TAE和TBE电泳液怎么区分

TAE是使用最广泛的缓冲系统。其特点是超螺旋在其中电泳时更符合实际相对分子质量（TBE中电泳时测出的相对分子质量会大于实际分子质量），且双链线状DNA在其中的迁移率较其他两种缓冲液快约10%，电泳大于13kb的片段时用TAE缓冲液将取得更好的分离效果，此外，回收DNA片段时也易用TAE缓冲系统进行电泳。TAE的缺点是缓冲容量小，长时间电泳（如过夜）不可选用，除非有循环装置使两极的缓冲液得到交换。
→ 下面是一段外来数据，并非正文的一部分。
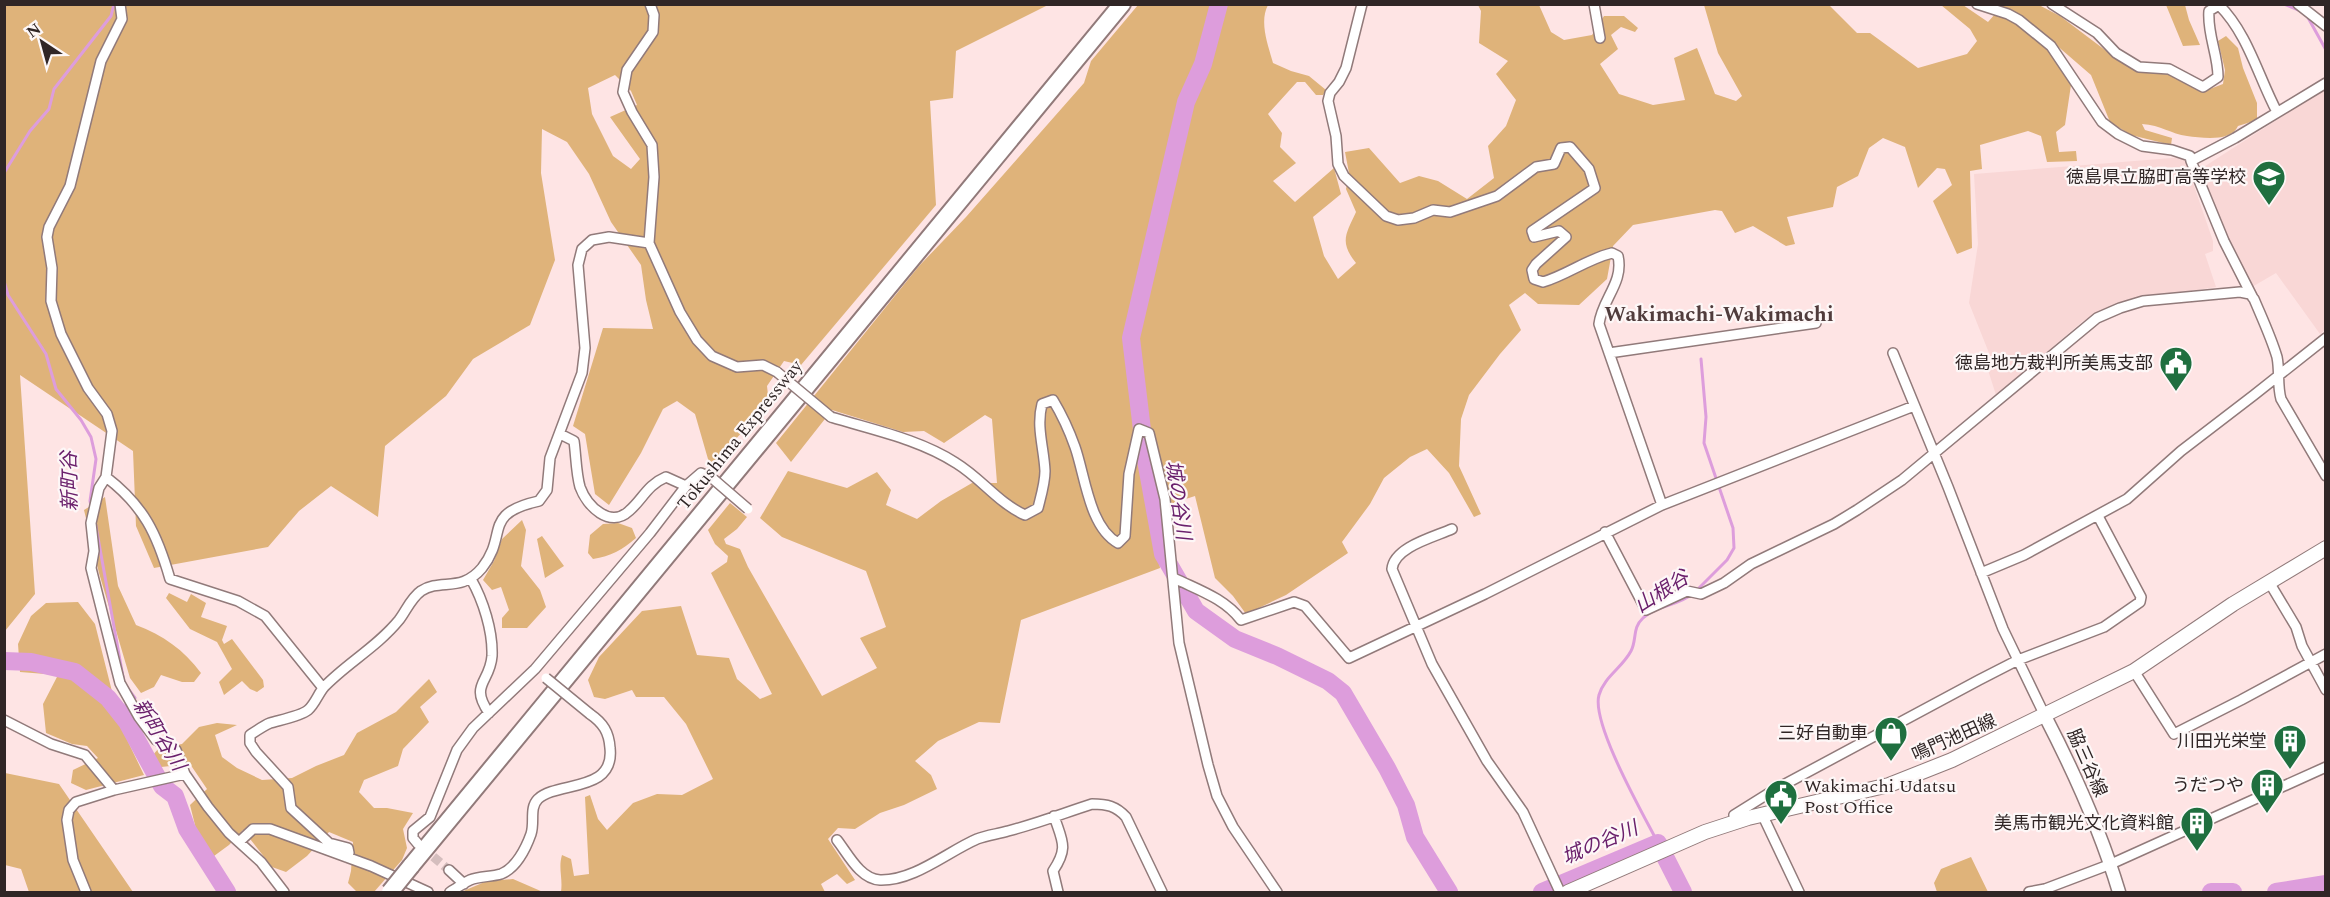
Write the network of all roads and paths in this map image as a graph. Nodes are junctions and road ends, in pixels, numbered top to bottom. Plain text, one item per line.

50×TAE Buffer 配制方法： 1。称量Tris 242g，Na2EDTA.2H2O 37.2g 于1L烧杯中 2。向烧杯中加入约800ml去离子水，充分搅拌均匀 3。加入57.1ml的冰乙酸，充分溶解 4。用NaOH调pH至8.3，加去离子水定容至1L后，室温保存。 10×TBE缓冲液（1 mol/L Tris， 0.83mol/L 硼酸，10mmol/L EDTA)： 121.1g Tris，51.35g硼酸，3.72g Na2 EDTA ·2H2O，溶于双蒸水中定容至1升，置于4℃下可贮存2周，其pH约为8.3。